Personal information
- Born: November 11, 1918 Paintsville, Kentucky, U.S.
- Died: June 14, 2016 (aged 97) Evansville, Indiana, U.S.
- Occupation: Jockey

Horse racing career
- Sport: Horse racing
- Career wins: Not found

Major racing wins
- Arlington Handicap (1946, 1951) Sunset Handicap (1946) Bay Shore Handicap (1947) Correction Handicap (1947, 1953) Discovery Handicap (1947, 1951) Edgemere Handicap (1947) Lawrence Realization Stakes (1947) Trenton Handicap (1947) Roamer Handicap (1947) Empire City Handicap (1948) Philadelphia Handicap (1948) Toboggan Handicap (1948) Whirlaway Handicap (1948) National Stallion Stakes (1949) Remsen Stakes (1949) Washington Park Futurity (1949) Roger Williams Handicap (1949) Arlington Classic (1950) Astoria Stakes (1950) Black Helen Handicap (1950) Comely Stakes (1950) Cowdin Stakes (1950) Dwyer Stakes (1950) Long Branch Stakes (1950) Discovery Handicap (1951) Jerome Handicap (1951) Marguerite Stakes (1951) Pimlico Special (1951) Queens County Handicap (1951) Questionnaire Handicap (1951) Westchester Handicap (1951) Bahamas Stakes (1952) Fashion Stakes (1953) National Stallion Stakes (filly division) (1953) Matron Stakes (1953) Sanford Stakes (1953) Schuylerville Stakes (1953) Spinaway Stakes (1953) Gallant Fox Handicap (1954) Hanshin Cup Handicap (1954) Molly Pitcher Handicap (1956) Champlain Handicap (1957)

Significant horses
- Battlefield, Coaltown, Cochise Greek Money, Evening Out, Bryan G.

= Ovie Scurlock =

American jockey (1918–2016)

Ovie Scurlock (November 11, 1918 - June 14, 2016) was an American jockey in Thoroughbred horse racing.

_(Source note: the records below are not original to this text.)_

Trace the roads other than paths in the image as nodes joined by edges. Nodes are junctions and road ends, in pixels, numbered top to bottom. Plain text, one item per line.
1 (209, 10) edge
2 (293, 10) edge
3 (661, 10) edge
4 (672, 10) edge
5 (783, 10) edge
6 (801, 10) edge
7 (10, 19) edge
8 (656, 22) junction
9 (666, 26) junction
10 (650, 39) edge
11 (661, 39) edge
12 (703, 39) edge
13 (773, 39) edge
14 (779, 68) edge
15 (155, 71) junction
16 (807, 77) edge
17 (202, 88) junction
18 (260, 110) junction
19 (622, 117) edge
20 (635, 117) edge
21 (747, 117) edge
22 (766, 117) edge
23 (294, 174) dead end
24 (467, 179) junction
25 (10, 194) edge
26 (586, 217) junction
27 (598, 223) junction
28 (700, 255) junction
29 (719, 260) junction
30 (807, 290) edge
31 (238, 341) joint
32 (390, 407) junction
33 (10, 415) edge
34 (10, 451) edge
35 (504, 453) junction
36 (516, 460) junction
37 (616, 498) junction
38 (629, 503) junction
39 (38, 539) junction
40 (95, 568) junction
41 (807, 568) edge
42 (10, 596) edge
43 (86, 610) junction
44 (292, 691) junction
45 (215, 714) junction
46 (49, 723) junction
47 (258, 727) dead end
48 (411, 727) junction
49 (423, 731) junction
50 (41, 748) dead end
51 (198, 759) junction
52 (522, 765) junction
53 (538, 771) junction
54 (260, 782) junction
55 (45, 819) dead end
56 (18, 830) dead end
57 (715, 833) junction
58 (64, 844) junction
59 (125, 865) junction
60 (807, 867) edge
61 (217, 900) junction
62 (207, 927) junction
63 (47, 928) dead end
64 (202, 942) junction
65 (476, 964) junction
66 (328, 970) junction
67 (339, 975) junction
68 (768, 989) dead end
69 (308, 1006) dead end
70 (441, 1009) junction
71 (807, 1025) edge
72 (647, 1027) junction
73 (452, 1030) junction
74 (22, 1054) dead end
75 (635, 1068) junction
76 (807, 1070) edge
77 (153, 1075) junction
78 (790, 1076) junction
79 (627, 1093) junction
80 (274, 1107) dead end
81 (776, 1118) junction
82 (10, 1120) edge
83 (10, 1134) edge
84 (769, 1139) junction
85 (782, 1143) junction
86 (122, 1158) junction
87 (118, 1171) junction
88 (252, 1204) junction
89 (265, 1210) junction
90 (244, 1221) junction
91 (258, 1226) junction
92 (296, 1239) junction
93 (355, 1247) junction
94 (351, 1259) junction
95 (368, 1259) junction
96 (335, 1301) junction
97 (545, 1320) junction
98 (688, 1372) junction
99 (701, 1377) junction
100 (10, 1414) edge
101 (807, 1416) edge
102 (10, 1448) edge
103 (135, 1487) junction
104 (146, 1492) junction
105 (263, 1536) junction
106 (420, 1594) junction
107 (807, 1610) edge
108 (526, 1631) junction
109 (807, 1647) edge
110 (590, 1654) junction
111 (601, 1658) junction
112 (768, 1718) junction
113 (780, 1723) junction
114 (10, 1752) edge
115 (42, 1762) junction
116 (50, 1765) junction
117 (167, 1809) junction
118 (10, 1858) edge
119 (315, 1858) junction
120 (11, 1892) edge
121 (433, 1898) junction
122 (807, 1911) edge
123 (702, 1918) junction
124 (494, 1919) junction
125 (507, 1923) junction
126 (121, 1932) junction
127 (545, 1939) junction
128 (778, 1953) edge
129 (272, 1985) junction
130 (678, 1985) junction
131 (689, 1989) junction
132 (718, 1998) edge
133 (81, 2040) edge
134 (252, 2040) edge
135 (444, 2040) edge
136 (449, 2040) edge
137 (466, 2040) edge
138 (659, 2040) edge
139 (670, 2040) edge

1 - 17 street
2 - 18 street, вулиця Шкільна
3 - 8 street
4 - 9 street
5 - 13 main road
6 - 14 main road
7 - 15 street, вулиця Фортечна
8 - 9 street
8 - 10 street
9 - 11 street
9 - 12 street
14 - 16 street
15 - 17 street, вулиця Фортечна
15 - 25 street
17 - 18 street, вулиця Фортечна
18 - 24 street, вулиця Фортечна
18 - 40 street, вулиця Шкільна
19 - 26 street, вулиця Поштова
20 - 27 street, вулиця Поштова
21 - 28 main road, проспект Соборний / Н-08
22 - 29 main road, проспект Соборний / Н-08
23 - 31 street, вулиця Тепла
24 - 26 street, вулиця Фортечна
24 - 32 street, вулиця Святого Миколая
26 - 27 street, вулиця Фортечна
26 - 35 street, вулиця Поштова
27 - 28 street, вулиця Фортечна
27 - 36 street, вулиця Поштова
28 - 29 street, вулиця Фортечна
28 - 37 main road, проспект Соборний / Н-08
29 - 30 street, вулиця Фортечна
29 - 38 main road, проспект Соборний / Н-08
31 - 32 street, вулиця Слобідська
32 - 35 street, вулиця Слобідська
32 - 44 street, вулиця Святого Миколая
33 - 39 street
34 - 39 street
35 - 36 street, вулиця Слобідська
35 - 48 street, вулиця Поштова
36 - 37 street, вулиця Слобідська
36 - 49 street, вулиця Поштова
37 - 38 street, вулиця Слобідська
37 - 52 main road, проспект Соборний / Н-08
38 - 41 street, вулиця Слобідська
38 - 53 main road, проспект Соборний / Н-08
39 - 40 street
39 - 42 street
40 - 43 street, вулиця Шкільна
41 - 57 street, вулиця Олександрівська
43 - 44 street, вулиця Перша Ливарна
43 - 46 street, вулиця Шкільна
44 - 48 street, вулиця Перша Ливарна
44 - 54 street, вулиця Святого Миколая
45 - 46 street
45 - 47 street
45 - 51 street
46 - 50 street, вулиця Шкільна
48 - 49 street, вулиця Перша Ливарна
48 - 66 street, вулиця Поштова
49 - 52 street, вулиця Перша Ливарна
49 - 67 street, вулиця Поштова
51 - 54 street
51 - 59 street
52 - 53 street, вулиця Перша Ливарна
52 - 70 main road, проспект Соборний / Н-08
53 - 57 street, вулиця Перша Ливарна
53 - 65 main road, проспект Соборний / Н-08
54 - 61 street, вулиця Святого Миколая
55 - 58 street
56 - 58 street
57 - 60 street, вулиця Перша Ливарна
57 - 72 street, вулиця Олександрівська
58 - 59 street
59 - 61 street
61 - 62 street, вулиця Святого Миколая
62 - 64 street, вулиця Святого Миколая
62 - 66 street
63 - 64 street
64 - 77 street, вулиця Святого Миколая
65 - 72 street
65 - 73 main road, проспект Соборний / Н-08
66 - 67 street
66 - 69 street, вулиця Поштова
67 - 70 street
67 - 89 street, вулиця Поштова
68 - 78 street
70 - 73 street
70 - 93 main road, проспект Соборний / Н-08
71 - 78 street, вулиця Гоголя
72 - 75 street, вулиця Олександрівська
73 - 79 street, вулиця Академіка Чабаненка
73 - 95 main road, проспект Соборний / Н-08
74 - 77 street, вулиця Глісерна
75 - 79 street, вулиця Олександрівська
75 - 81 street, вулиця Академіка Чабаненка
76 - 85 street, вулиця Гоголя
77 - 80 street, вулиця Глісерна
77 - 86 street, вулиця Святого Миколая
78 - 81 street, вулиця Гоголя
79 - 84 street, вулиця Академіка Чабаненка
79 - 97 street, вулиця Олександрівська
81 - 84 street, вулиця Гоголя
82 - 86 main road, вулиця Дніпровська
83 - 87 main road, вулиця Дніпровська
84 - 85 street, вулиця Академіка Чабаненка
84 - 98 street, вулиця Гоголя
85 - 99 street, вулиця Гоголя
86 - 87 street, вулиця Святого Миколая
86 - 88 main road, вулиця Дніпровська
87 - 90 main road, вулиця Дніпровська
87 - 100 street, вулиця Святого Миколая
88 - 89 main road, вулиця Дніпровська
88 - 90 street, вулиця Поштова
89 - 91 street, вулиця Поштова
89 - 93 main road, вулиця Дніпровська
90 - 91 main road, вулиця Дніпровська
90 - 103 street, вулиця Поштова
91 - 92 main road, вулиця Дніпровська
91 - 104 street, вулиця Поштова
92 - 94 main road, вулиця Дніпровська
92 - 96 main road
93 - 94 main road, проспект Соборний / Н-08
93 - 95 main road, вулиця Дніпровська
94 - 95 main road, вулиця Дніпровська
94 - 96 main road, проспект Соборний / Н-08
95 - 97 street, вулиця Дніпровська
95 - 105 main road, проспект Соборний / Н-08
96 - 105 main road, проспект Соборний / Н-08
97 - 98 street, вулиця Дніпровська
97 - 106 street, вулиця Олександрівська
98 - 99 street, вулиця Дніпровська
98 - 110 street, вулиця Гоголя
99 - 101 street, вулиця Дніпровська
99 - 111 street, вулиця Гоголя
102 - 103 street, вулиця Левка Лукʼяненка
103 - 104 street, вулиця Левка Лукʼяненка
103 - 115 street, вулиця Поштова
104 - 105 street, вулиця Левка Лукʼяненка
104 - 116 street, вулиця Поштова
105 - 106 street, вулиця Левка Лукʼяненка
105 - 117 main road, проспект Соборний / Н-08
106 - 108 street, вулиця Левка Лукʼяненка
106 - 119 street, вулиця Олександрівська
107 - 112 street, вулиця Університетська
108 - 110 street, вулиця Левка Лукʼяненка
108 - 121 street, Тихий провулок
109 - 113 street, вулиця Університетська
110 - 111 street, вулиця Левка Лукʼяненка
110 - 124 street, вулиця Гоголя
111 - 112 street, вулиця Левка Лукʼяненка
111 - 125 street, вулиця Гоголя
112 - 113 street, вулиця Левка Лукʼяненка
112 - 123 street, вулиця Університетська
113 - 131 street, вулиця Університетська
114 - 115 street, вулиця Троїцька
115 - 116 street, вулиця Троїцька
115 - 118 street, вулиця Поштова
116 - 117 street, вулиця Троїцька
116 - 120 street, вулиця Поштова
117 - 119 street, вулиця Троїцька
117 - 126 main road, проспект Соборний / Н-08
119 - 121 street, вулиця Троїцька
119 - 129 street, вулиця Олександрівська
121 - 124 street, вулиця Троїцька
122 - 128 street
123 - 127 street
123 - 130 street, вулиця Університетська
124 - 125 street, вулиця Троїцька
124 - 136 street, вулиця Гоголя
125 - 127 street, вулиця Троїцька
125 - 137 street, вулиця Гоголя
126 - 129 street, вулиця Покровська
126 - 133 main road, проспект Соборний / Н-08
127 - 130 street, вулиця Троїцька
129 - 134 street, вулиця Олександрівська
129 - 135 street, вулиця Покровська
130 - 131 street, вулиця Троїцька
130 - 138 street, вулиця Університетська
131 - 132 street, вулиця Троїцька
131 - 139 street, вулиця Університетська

Born in Paintsville, Kentucky, Scurlock began his professional riding career in 1938 at Fairmount Park Racetrack in Collinsville, Illinois. A year later, on August 26, 1939, at Ellis Park Racecourse in Henderson, Kentucky, he rode a three-year-old colt, Mr. Ambassador, to a world record time of 1:39 2/5 for a mile and 40 yards.

His career was interrupted during World War II when he served his country in the U.S. Coast Guard during World War II.

During his career, Scurlock rode for prominent owners such as George D. Widener Jr., Harry Guggenheim, Ada L. Rice, and Herbert M. Woolf. He was also a regular rider during the early 1950s for the Brandywine Stable of Donald P. Ross as well as one of the riders for Calumet Farm.

On June 11, 1949, he rode Coaltown, Calumet's Handicap Horse of the Year of 1949, to victory in the Roger Williams Handicap at Narragansett Park.

Scurlock won a number of important races of his era, such as the Lawrence Realization Stakes in New York, the Arlington Classic in Chicago, and the Pimlico Special in Baltimore. He competed in the Kentucky Derby three times and the Preakness Stakes once with his best result a seventh in both races in 1949 aboard Model Cadet.

When his riding days were over, Scurlock worked as an assistant trainer for Warren A. Croll Jr.

Ovie Scurlock died June 14, 2016, at St. Mary's Medical Center in Evansville, Indiana, USA.